Current continuous wave type sources make use of hydraulic, pneumatic, piezo-electric or magnetostrictive drivers and different types of resonance systems to store acoustic energy and to improve impedance matching, when generating low-frequency sound waves in water. The power output of a simple acoustic source is proportional to the squares of volume, velocity, and frequency and needs a large vibrating area to achieve reasonable levels. As a result, the sound source can become unacceptably large and expensive.
Seismic sources in the form of an underwater gas-filled balloon (or bubble) have been proposed and patented, for example in U.S. Pat. Nos. 8,441,892, 8,331,198, and 8,634,276, the entire disclosures of which are hereby incorporated by reference herein. A resonant bubble seismic source is a simple, efficient, narrow-band projector. The resonant bubble seismic source, also called a bubble resonator, may have a Q factor in shallow water that is approximately equal to 40 and its frequency band may be narrow.
Seismic survey applications may demand a large frequency band and underwater bubble sources may be mechanically tuned over a large frequency band. To cover a large frequency band, a tunable air-bubble resonator has been patented, for example in U.S. Pat. No. 8,634,276. In that system, a projector changes its resonance frequency by mechanically changing a length of an air-duct between two inside resonators. A computer-controlled, electromechanical actuator moves a cylindrical sleeve along a tube conducting air between the two inside resonators, keeping the projector in resonance at the instantaneous frequency of a swept frequency signal. The computer synthesizes the linear frequency-modulated signal, compares the phase between transmitted and reference signals, and, using a Phase-Lock Loop (PLL) system, keeps the bubble resonator frequency in resonance with the driver frequency.

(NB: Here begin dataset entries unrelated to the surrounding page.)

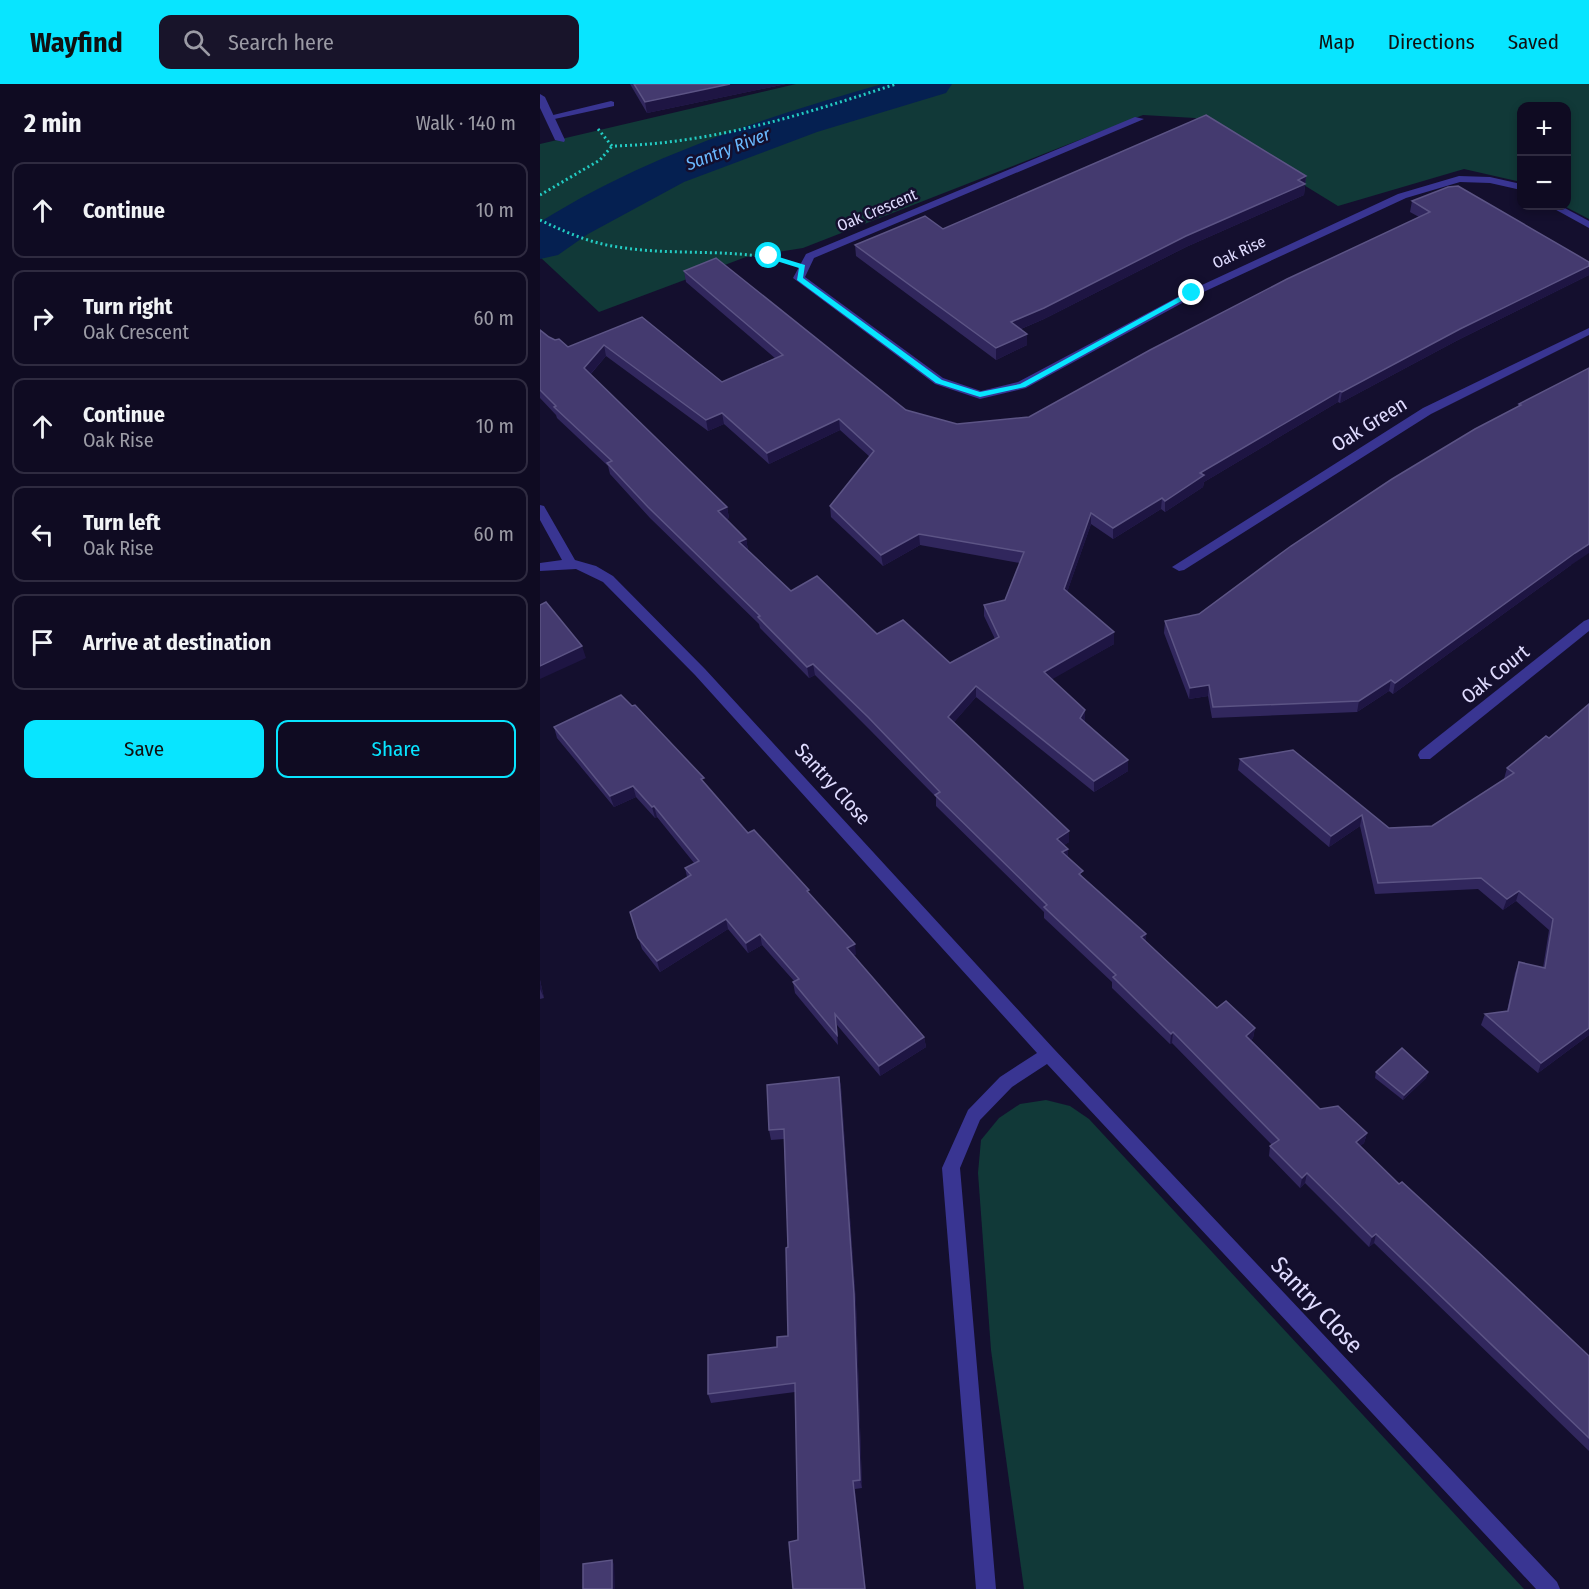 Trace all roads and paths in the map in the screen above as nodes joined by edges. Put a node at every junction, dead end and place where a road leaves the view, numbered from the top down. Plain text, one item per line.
1 (896, 84) edge
2 (540, 97) edge
3 (611, 104) dead end
4 (551, 119) junction
5 (1139, 119) dead end
6 (540, 123) edge
7 (560, 140) dead end
8 (1517, 186) edge
9 (540, 195) edge
10 (1561, 210) edge
11 (540, 220) edge
12 (1589, 225) edge
13 (802, 267) junction
14 (1589, 331) edge
15 (540, 509) edge
16 (571, 564) junction
17 (540, 567) edge
18 (1179, 567) dead end
19 (1589, 624) edge
20 (1425, 755) dead end
21 (1048, 1054) junction
22 (986, 1589) edge
23 (1550, 1589) edge

1 - 9 path
2 - 4 street
3 - 4 street
4 - 6 street
4 - 7 street
5 - 13 street, Oak Crescent
8 - 13 street, Oak Rise
10 - 12 street
11 - 13 path
14 - 18 street, Oak Green
15 - 16 street
16 - 17 street, Santry Close
16 - 21 street, Santry Close
19 - 20 street, Oak Court
21 - 22 street
21 - 23 street, Santry Close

This tunable bubble seismic source works reasonably well at frequencies higher than 20 Hz, but at lower frequencies turbulent losses demand large dimensions for the tunable air duct and for the whole resonator. Dimensions for a seismic source with a frequency band of 5-20 Hz will be more than the maximum limit for a standard air-gun deployment system (e.g., 4 tons). At the same time, there is a great interest and demand for much lower frequencies (e.g., down to 1 Hz). Furthermore, tunable resonance systems (e.g., high-Q tunable systems) may have many other disadvantages. For example: they may be too sensitive to towing depth and water flow fluctuations; they may have limitations on their frequency sweep rate; they may transmit only specific waveforms with a slowly changing frequency; they may need a special resonant frequency control system to keep the resonant frequency equal to the instant frequency of a transmitted signal; and they may have a large start/stop transient time.